The three CD subgroups are described below. CD subgroup 1 (n = 5) included five strains (D01–D05). There were three non-admixed strains (Figure 3A): D03 (Fv093) and D04 (03878), which had high homozygosity and genetic similarity (Figure 3C), and D05 (03890), which was close but not identical to the other strains. The other two strains D01 (Cha01) and D02 (00117) were also related to them (Figure 3C). The CD subgroup 2 (n = 5) included five strains (D06– D10). The PCA result showed that a focused point was overlapped by all five strains (Figure 3B), indicating that they had a highly similar genetic background. High pairwise relatedness scores (IBS values) that were close to 1.0 also confirmed this conclusion (Figure 3C). The two CD subgroups were from the same group and showed strong relatedness (Figure 3C). CD subgroup 3 (n = 1) had only one strain, D11 (FHJ-12), which is a newly bred cultivar crossed between a cultivated monokaryon (CM) from the strain D07 (Huang1) and a wild monokaryon (WM) from the wild strain D12 (JHH) in the WD subgroup 1. Thus, D11 (FHJ-12) and D12 (JHH) were related and clustered (Figure 3C) and were close in the PCA plot (Figure 3B). The dikaryotic strain D11 (FHJ-12) was obtained by crossing of monokaryotic strains M07-1 (HUANG-1-12) and M12-1 (JIN-1-16). There was also relatedness between D11 (FHJ-12) and D07 (Huang1).

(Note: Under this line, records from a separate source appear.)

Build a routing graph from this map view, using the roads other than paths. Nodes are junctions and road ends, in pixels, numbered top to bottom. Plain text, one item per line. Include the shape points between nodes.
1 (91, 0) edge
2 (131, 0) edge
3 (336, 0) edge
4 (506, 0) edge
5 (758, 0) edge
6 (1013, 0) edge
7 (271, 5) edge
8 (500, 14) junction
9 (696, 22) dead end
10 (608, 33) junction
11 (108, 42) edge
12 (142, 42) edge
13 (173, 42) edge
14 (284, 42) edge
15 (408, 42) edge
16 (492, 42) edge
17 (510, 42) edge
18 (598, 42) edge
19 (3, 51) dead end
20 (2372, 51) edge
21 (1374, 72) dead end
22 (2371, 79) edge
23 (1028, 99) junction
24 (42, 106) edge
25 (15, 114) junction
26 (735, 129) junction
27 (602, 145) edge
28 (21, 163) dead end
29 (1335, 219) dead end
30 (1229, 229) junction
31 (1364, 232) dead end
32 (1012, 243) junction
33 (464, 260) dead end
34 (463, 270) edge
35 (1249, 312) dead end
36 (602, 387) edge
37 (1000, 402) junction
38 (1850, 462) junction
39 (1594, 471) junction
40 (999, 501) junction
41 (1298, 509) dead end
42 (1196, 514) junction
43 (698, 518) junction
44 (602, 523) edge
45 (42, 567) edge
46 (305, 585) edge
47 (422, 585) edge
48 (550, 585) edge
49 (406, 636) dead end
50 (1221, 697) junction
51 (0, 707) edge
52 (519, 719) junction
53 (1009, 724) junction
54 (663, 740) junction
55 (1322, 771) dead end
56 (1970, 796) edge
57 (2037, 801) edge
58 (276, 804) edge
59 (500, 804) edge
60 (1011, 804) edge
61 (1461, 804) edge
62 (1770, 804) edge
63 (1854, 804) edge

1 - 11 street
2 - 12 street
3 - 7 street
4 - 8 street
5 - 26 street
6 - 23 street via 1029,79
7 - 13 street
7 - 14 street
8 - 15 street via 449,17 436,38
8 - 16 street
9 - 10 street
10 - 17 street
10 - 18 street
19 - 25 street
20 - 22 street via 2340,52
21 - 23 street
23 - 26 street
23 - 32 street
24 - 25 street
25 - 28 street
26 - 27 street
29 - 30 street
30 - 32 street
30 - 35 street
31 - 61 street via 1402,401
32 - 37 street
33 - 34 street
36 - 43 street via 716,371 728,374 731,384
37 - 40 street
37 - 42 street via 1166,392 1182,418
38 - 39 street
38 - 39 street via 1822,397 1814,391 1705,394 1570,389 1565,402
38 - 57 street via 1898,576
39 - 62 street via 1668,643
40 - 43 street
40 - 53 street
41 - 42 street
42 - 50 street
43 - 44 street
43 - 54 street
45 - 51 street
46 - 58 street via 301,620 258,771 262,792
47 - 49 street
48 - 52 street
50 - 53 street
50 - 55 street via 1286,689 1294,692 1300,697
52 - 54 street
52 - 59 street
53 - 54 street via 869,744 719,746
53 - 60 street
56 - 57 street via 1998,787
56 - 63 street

An admixture and relatedness for the 35 monokaryotic strains were conducted on the marker set SNP850K. The admixture analysis results clearly showed that there were three well-separated groups (Groups 1–3) that contained 13, 8, and 14 strains, respectively (Supplementary Figure S2; Figure 4A). Each group had a dominant ancestral component and many of the monokaryotic strains were non-admixed (Figure 4A), indicating a 100% contribution from a single ancestral component. There were 12, 4, and 6 (38%) non-admixed strains in the three groups. The cultivated monokaryon (CM) strains primarily came from groups 1 and 2. Moreover, all non-admixed CM strains were highly similar or identical to each other (Figure 4B). The high pairwise relatedness score (IBS values) indicated a narrow genetic background between two monokaryons. Group 3 was almost entirely populated by wild monokaryotic (WM) strains, and the non-admixed WM strains exhibited low pairwise relatedness (Figure 4B). Therefore, it can be concluded that the WM strains were all different from each other, showing a wealth of genetic diversity.

The 35 monokaryotic and 23 dikaryotic strains were combined and PCA analysis was performed on the marker set SNP850K. The results from this integrated PCA analysis (Figure 5) supported the grouping of the strains into three CD and two WD subgroups. The PCA plot (Figure 5A), combined with monokaryons, was consistent with the PCA result of the dikaryotic strains (Figure 3C), e.g., there was the same focused point of CD subgroup 2 [D07 (Huang1) et al]. However, some dikaryons had two monokaryons on either side (Figures 5B–E). In addition, the dikaryon was located at the middle position of its two monokaryons in the PCA plot. Furthermore, for each eigenvector of PC1, PC2, PC3, etc., the value of the dikaryon was equal to the mean of its two monokaryons (Supplementary Table S4). In this study, a total of 14 sets harboring one dikaryon and two monokaryons (Figure 1) had symmetrical monokaryons positions (Figure 5A). This provides evidence for inferring the history of cross-breeding. For example, by using only a dikaryotic population to perform the population structure analysis, it was found that the CD D11 (FHJ-12) strain was closer to the WD D12 (JHH) strain than the CD D07 (Huang1) strain but did not clearly demonstrate the nature of the relationship. In the PCA plot combined with monokaryons, the CD D11 (FHJ-12) strain was in the middle of M12-1 and M07-1, which were the monokaryons of D12 and D07, respectively.